Türkiye'de basın özgürlüğü yokmuş (!)
Özcan Tikit yazdı
ABD’nin demokrasi gözlemevi Freedom House haklı beyler! Türkiye’de basın özgürlüğü yok.
Basınımız gerçekten özgür olsaydı:
- Her 10 gazeteciden 9’unun her gün köşesinden veya programından dilediğince iktidara saydırabildiği ayan beyan ortadayken “Türkiye’de basın özgürlüğü yok” diyebilen bir rapor, bu ülkenin büyük gazeteleri tarafından çarşaf çarşaf yayınlanıp haber bültenlerinde yüceltilerek göklere çıkarılmazdı.
- Freedom House, Türkiye’yi bizzat ABD desteğiyle gazetelerin kapatıldığı, gazetecilerin demir kafeslerde yargılandığı, milli iradenin zindanlara atıldığı Mısır’la aynı kefeye koyma gafletine düştüğünde, hak ettiği şamarı bu ülkenin Dışişleri Bakanı’ndan değil gazetecilerinden yerdi.
- “Bu ülkede basın özgürlüğü yok” diye yırtınanlar, yanı başımızda soykırım yapan Esad‘a avukatlık yapma cürretinde bulunamaz, Suriye’de 10 ay tutsak kalan 4 Fransız muhabiri, daha 2 hafta önce kurtaran Türkiye’yi ise gazeteci düşmanlığıyla suçlayamazdı.
- Gazeteciler okurlarını, Twitter takipçilerini ekonomiyi göçertmeye, ülkeyi kaosa sürüklemeye davet etmezlerdi.
- Askerdeki evlatlarıyla kışla misafirhanelerinde görüşmelerine, devlet kurumlarında çalışmalarına, üniversitelere girmelerine izin verilmeyen başörtülü kadınların hakları iade edildiğinde; bu utanç verici yasağı tarihin çöplüğüne atan irade, gazete ve televizyonlarda lince tabi tutulmazdı.
- Yıllar sonra ilk kez bir lider çıkıp 30 yılda 35 bin kişinin canına, yüz milyarlarca da dolara mal olan bir meseleyi çözmek için elini taşın altına koyduğunda; köşelerde, prime time’larda hedef tahtasına oturtulmazdı.
- 12 yılda Türkiye demokrasisine 100 yıllık sıçrama yaşatan bir iktidar otoriterleşmekle suçlandığında, buna ilk karşı çıkan da yine bu ülkenin gazetecileri olurdu.
Hâsıl-ı kelam Freedom House raporu girişi ve gelişmesiyle sakat bir hal arz etse de sonucu itibarıyla haklı. Biz özgür falan değil, tutsağız.
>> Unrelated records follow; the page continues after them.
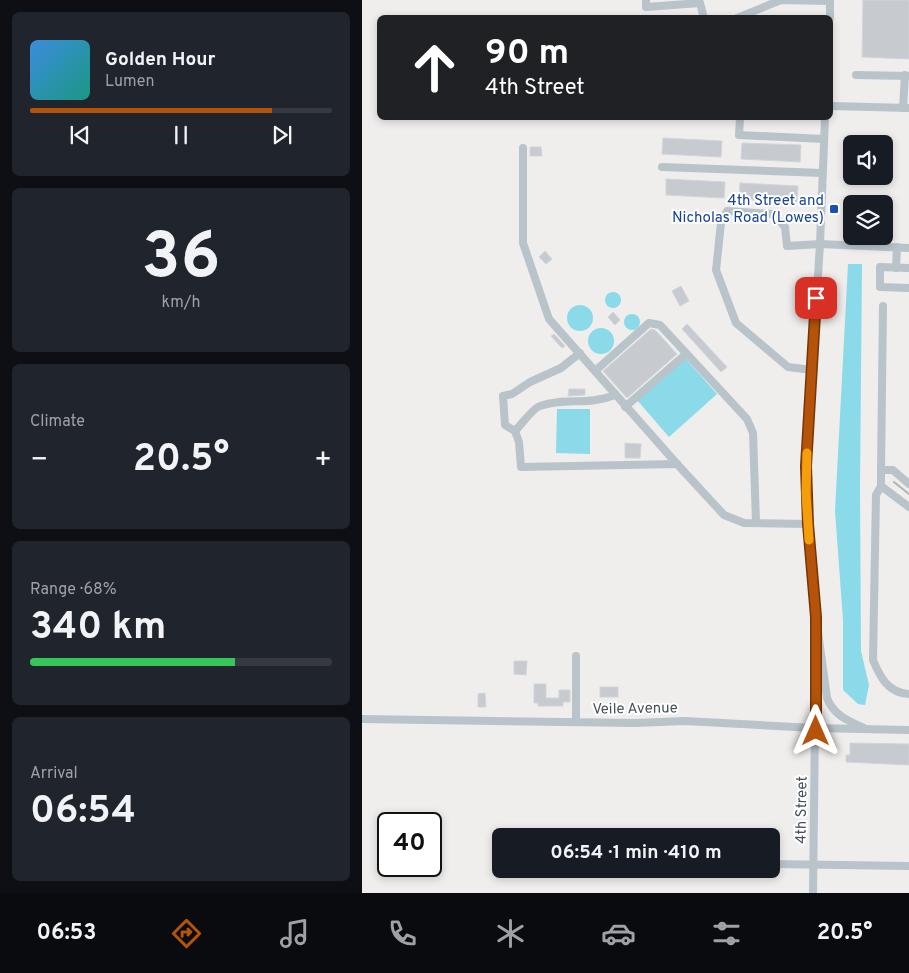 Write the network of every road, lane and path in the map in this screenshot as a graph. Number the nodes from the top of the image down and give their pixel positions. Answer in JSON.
{"nodes":[{"id":1,"x":646,"y":0,"type":"edge"},
{"id":2,"x":830,"y":0,"type":"edge"},
{"id":3,"x":702,"y":2,"type":"edge"},
{"id":4,"x":704,"y":15,"type":"edge"},
{"id":5,"x":744,"y":15,"type":"edge"},
{"id":6,"x":830,"y":15,"type":"edge"},
{"id":7,"x":856,"y":74,"type":"dead end"},
{"id":8,"x":907,"y":76,"type":"edge"},
{"id":9,"x":833,"y":106,"type":"edge"},
{"id":10,"x":906,"y":108,"type":"edge"},
{"id":11,"x":740,"y":120,"type":"edge"},
{"id":12,"x":825,"y":120,"type":"edge"},
{"id":13,"x":824,"y":139,"type":"junction"},
{"id":14,"x":523,"y":148,"type":"dead end"},
{"id":15,"x":662,"y":167,"type":"dead end"},
{"id":16,"x":822,"y":173,"type":"junction"},
{"id":17,"x":820,"y":244,"type":"junction"},
{"id":18,"x":896,"y":247,"type":"junction"},
{"id":19,"x":908,"y":248,"type":"edge"},
{"id":20,"x":896,"y":268,"type":"junction"},
{"id":21,"x":908,"y":268,"type":"edge"},
{"id":22,"x":908,"y":288,"type":"edge"},
{"id":23,"x":883,"y":306,"type":"dead end"},
{"id":24,"x":580,"y":354,"type":"junction"},
{"id":25,"x":686,"y":354,"type":"junction"},
{"id":26,"x":595,"y":370,"type":"junction"},
{"id":27,"x":812,"y":370,"type":"junction"},
{"id":28,"x":615,"y":395,"type":"junction"},
{"id":29,"x":626,"y":406,"type":"junction"},
{"id":30,"x":515,"y":431,"type":"junction"},
{"id":31,"x":677,"y":464,"type":"junction"},
{"id":32,"x":881,"y":470,"type":"junction"},
{"id":33,"x":908,"y":484,"type":"edge"},
{"id":34,"x":881,"y":486,"type":"junction"},
{"id":35,"x":908,"y":507,"type":"edge"},
{"id":36,"x":756,"y":522,"type":"junction"},
{"id":37,"x":808,"y":524,"type":"junction"},
{"id":38,"x":816,"y":617,"type":"junction"},
{"id":39,"x":576,"y":656,"type":"dead end"},
{"id":40,"x":908,"y":694,"type":"edge"},
{"id":41,"x":362,"y":719,"type":"edge"},
{"id":42,"x":576,"y":722,"type":"junction"},
{"id":43,"x":816,"y":728,"type":"junction"},
{"id":44,"x":866,"y":729,"type":"junction"},
{"id":45,"x":908,"y":730,"type":"edge"},
{"id":46,"x":780,"y":864,"type":"edge"},
{"id":47,"x":814,"y":864,"type":"junction"},
{"id":48,"x":908,"y":866,"type":"edge"},
{"id":49,"x":814,"y":893,"type":"edge"}],
"edges":[{"from":1,"to":3,"type":"street"},
{"from":2,"to":5,"type":"street"},
{"from":2,"to":6,"type":"street"},
{"from":3,"to":4,"type":"street"},
{"from":7,"to":8,"type":"street"},
{"from":8,"to":10,"type":"street"},
{"from":9,"to":10,"type":"street"},
{"from":11,"to":13,"type":"street"},
{"from":12,"to":13,"type":"street"},
{"from":13,"to":16,"type":"street"},
{"from":14,"to":24,"type":"street"},
{"from":15,"to":16,"type":"street"},
{"from":16,"to":17,"type":"street"},
{"from":17,"to":18,"type":"street"},
{"from":17,"to":27,"type":"street"},
{"from":17,"to":27,"type":"street"},
{"from":18,"to":19,"type":"street"},
{"from":18,"to":20,"type":"street"},
{"from":20,"to":21,"type":"street"},
{"from":20,"to":22,"type":"street"},
{"from":23,"to":32,"type":"street"},
{"from":24,"to":26,"type":"street"},
{"from":24,"to":30,"type":"street"},
{"from":25,"to":26,"type":"street"},
{"from":25,"to":29,"type":"street"},
{"from":25,"to":36,"type":"street"},
{"from":26,"to":28,"type":"street"},
{"from":27,"to":37,"type":"street"},
{"from":28,"to":29,"type":"street"},
{"from":28,"to":30,"type":"street"},
{"from":29,"to":31,"type":"street"},
{"from":30,"to":31,"type":"street"},
{"from":31,"to":36,"type":"street"},
{"from":32,"to":33,"type":"street"},
{"from":32,"to":34,"type":"street"},
{"from":34,"to":35,"type":"street"},
{"from":34,"to":40,"type":"street"},
{"from":36,"to":37,"type":"street"},
{"from":37,"to":38,"type":"street"},
{"from":38,"to":43,"type":"street","name":"4th Street"},
{"from":38,"to":44,"type":"street"},
{"from":39,"to":42,"type":"street"},
{"from":41,"to":42,"type":"street","name":"Veile Avenue"},
{"from":42,"to":43,"type":"street","name":"Veile Avenue"},
{"from":43,"to":44,"type":"street","name":"Veile Avenue"},
{"from":43,"to":47,"type":"street","name":"4th Street"},
{"from":44,"to":45,"type":"street","name":"Veile Avenue"},
{"from":46,"to":47,"type":"street"},
{"from":47,"to":48,"type":"street"},
{"from":47,"to":49,"type":"street","name":"4th Street"}]}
Lakin tutsaklığımızın sebebi iktidar baskısı değil. Milletin yutmadığı bu yalanları aşalım da tutsaklığımızın sebeplerine gelelim artık.
İki sebebi var bu tutsaklığın. İlki, basınımızın ekseriyetinin kendi halkından, topraklarından yabancılaşmış olması. İkincisiyse “bizim” sandığımız birçok medyanın emperyalist çıkarları gereği Türkiye karşıtı kesilmiş bazı devletlere, göbekten bağlanmış olmaları.
Bakın bu yazdıklarım Freedom House raporunun alt metninde de yazıyor. Yazıyor yazmasına da o raporu okurken bu hakikatleri görüp anlatabilmek biraz akıl, biraz vicdan, biraz da cesaret istiyor.
Dar bölgeden vazgeçildi yazık oldu
AK Parti seçim sistemini değiştirmekten vazgeçti. Vazgeçmese muhtemelen dar bölge seçim sistemine geçecektik. Neden vazgeçildi bilmiyorum; ama bir iddiaya göre Anayasa Mahkemesi’nin “temsilde adalet” ilkesine aykırı bularak yasayı iptal edebileceği düşünüldü. Doğrusu, ben yine de dar bölgeye geçilmesini canı gönülden istemiştim.
Düşünsenize Türkiye 550 seçim bölgesine ayrılacak, belediye başkanı seçer gibi milletvekili seçecektik. Millet ilk kez vekil adayını tanıyacak, aklına yatarsa oy verecekti. Vekil, liderinden önce bağlı olduğu bölgedeki vatandaşa karşı sorumlu olacaktı. Bir de şimdiki sisteme bakın. Dört lider istedikleri adayları sandıkta önümüze koyuyor. Biz de çoğu zaman kimi seçtiğimizi bile bilmeden, desteklediğimiz lider veya partiye göre oy veriyoruz.
Kim ne derse desin, bence dar bölge şimdiki sistemden en az 10 kat daha iyi. Özellikle de temsilde adalet açısından.